• Prompt
Return, word for word, the lines running from the one that contains "Write the network" to the final line of the listing below.
### Information supplied
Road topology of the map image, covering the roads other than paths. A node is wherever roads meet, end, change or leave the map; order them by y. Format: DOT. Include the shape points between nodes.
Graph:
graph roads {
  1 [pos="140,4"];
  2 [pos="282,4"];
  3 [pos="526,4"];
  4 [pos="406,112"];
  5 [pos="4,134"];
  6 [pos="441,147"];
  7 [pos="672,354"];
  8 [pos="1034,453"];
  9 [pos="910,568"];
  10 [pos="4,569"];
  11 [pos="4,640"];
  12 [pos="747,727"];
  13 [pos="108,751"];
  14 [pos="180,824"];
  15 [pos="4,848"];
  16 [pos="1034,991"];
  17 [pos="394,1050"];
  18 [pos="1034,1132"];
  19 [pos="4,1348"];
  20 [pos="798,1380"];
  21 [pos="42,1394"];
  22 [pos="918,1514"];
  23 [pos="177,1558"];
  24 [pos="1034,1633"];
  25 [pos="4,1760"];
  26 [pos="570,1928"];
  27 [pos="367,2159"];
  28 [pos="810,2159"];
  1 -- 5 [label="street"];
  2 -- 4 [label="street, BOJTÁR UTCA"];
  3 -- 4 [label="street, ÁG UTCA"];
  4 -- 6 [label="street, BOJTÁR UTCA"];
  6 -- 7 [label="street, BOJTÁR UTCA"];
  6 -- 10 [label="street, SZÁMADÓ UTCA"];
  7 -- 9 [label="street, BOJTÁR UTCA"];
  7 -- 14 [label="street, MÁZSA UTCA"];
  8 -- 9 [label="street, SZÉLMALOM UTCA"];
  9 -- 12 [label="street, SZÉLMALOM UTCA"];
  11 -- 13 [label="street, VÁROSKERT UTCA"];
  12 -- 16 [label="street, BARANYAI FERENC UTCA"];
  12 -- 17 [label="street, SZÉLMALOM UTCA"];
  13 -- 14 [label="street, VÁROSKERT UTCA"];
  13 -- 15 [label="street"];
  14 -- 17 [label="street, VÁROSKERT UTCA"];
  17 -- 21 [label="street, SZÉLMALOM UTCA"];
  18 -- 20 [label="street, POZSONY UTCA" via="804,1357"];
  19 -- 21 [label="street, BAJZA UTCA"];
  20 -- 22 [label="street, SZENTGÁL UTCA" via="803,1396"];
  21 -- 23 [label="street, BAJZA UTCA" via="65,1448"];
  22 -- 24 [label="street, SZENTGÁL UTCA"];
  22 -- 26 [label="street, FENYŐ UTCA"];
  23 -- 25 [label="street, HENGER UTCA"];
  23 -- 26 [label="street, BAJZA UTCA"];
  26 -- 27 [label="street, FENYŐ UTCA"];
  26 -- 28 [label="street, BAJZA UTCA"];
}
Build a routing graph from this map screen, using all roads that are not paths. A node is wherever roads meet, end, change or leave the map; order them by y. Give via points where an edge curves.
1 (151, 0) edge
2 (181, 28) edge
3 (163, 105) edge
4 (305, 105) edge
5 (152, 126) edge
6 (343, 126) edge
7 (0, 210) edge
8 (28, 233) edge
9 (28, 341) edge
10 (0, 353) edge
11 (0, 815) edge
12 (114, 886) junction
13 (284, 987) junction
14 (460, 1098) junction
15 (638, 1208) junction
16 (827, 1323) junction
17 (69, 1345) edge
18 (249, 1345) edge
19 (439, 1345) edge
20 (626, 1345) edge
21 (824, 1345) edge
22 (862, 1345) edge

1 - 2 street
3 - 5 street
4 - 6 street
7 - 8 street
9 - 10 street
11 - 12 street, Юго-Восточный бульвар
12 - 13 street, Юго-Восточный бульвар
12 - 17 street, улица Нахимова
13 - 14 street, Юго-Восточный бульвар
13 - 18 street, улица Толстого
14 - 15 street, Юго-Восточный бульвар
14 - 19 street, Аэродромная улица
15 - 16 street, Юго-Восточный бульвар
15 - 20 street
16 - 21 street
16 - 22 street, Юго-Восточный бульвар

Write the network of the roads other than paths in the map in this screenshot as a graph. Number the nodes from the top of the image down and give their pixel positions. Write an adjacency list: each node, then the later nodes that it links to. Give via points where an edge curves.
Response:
######
• Expected output
Write the network of the roads other than paths in the map in this screenshot as a graph. Number the nodes from the top of the image down and give their pixel positions. Write an adjacency list: each node, then the later nodes that it links to. Give via points where an edge curves.
Response:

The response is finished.